Quando os docentes dominarem o processo de avaliação, esta se tornará uma grande aliada no processo de ensino e aprendizagem

Por Filomena Siqueira

Ao falar sobre o papel da avaliação na aprendizagem, rapidamente é possível identificar o grupo dos entusiastas que projetam nela a solução para superar os baixos resultados de aprendizagem e o grupo dos críticos, que não veem função alguma nisso ou, ainda, entendem que a avaliação joga contra a aprendizagem. Nos extremos, sabemos que há pouco o que aproveitar.

Um dos grandes problemas sobre o uso das avaliações é dissociá-las do processo de ensino, reservando espaço para elas apenas ao final do processo. Isso é um equívoco e custa caro para Estado, professores, alunos e famílias. Fracassos são apontados e diversas justificativas surgem para explicar o desempenho ruim. Depois disso, a vida volta ao normal até a próxima prova: volta-se ao ponto de partida, cada um segue seu modus operandi e o trajeto é percorrido novamente como um filme que se repete numa ilusão de que o final, inexplicavelmente, será diferente.

Quando avaliar é visto como parte do processo de ensino e compõe, permanentemente, o planejamento didático para o dia a dia da sala de aula, é possível compreender o desenvolvimento da aprendizagem e recalcular a rota sempre que necessário durante o percurso, identificar as melhores estratégias e intervenções e seguir adiante. Implementar essa cultura exige conhecimento, é complexo e requer investimentos, principalmente em formação docente. Mas não é impossível.

De início, a mudança pede que as avaliações sejam encaradas assim, no plural, diversas: o modelo diagnóstico (ideal para anteceder a ação didática, para conhecer o perfil dos alunos); a avaliação somativa (que apresenta uma foto que reflete aonde cada aluno e a turma chegaram até aquele momento); e a formativa (que viabiliza a interpretação do desempenho, a identificação e leitura de um processo, de algo em desenvolvimento). Tarefas feitas durante as aulas, com devolutivas bem estruturadas para os estudantes, também podem ser ótimos instrumentos de avaliação. Justamente porque são cotidianas, ajudam a interpretar o que está acontecendo durante o percurso.

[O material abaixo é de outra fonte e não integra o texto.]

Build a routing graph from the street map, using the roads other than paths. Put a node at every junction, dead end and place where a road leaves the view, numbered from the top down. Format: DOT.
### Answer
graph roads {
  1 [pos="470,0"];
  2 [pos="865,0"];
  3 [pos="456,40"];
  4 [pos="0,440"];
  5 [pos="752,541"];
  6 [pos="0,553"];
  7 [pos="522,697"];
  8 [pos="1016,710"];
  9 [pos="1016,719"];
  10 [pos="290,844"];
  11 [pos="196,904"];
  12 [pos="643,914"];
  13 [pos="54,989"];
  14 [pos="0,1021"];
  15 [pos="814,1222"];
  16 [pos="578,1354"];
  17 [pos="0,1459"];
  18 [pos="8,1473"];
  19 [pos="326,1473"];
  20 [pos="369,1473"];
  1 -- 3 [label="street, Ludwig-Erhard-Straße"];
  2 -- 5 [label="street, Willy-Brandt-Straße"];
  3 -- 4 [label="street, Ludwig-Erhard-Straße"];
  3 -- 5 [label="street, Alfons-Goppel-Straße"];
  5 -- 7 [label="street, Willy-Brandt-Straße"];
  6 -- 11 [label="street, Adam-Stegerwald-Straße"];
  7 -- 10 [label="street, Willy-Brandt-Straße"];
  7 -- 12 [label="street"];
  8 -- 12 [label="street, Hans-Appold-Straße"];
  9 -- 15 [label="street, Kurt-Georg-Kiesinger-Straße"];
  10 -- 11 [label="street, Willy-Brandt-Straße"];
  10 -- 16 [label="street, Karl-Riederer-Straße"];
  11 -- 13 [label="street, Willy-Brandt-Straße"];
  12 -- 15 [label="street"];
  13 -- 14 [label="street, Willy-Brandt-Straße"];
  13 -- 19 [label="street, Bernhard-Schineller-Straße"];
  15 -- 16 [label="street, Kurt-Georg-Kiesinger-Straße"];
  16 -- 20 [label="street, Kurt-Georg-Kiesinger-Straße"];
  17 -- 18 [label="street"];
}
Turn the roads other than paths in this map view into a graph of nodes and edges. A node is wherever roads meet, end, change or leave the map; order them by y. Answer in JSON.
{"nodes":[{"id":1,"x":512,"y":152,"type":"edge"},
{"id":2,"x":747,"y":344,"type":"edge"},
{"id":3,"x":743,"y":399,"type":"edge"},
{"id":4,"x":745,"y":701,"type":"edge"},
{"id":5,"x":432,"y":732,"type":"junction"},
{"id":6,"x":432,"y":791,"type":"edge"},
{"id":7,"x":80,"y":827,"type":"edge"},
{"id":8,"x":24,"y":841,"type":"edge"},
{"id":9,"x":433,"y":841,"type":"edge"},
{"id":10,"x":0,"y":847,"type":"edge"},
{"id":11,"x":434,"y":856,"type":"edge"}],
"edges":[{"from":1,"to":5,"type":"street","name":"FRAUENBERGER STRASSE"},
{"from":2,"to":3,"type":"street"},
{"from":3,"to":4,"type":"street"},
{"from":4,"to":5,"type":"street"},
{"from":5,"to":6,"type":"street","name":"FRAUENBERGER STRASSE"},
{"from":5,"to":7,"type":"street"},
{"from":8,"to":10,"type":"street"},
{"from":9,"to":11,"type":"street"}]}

Outra mudança de paradigma tem que ver com a importância central de traçar o planejamento de aulas somente depois de organizar as aprendizagens que se quer alcançar. Em outras palavras, compreender e organizar o que os alunos precisam saber ao fim do ano, quais as habilidades precisam conquistar. Dessa maneira, é possível ter clareza do que é necessário ser avaliado – caso contrário, se não se sabe aonde quer chegar e qualquer caminho serve, inclusive nenhum...

Considerando que avaliar tem por trás questões metodológicas, técnicas e conhecimento, é ainda preciso formar os professores para que saibam desenvolver boas avaliações. Faz-se necessário traçar ações com as instituições de ensino superior e com as redes de ensino, para que seja aberto um espaço conjunto de debate sobre o tema e para que o domínio de práticas avaliativas se torne parte das competências docentes. É com base nisso que será possível aprimorar o que é feito em sala de aula.

Acompanhando o uso do material formativo gratuito Avalia e Aprende pelas redes, do Instituto Reúna, sobre avaliações a favor da aprendizagem, é nítido o quanto os educadores apresentam dificuldades em relação à tarefa docente de avaliar, o quanto buscam por bancos de itens para selecionar questões e aplicar em sala sem, necessariamente, saberem fazer uso do resultado apresentado pelos estudantes. É importante que os professores não apenas saibam selecionar bons itens, mas que tenham parâmetros para fazer a avaliação das respostas dos alunos e sejam capazes de investigar os erros e identificar pistas do que o aluno não desenvolveu. Quando isso não ocorre, não existe a compreensão do potencial da avaliação.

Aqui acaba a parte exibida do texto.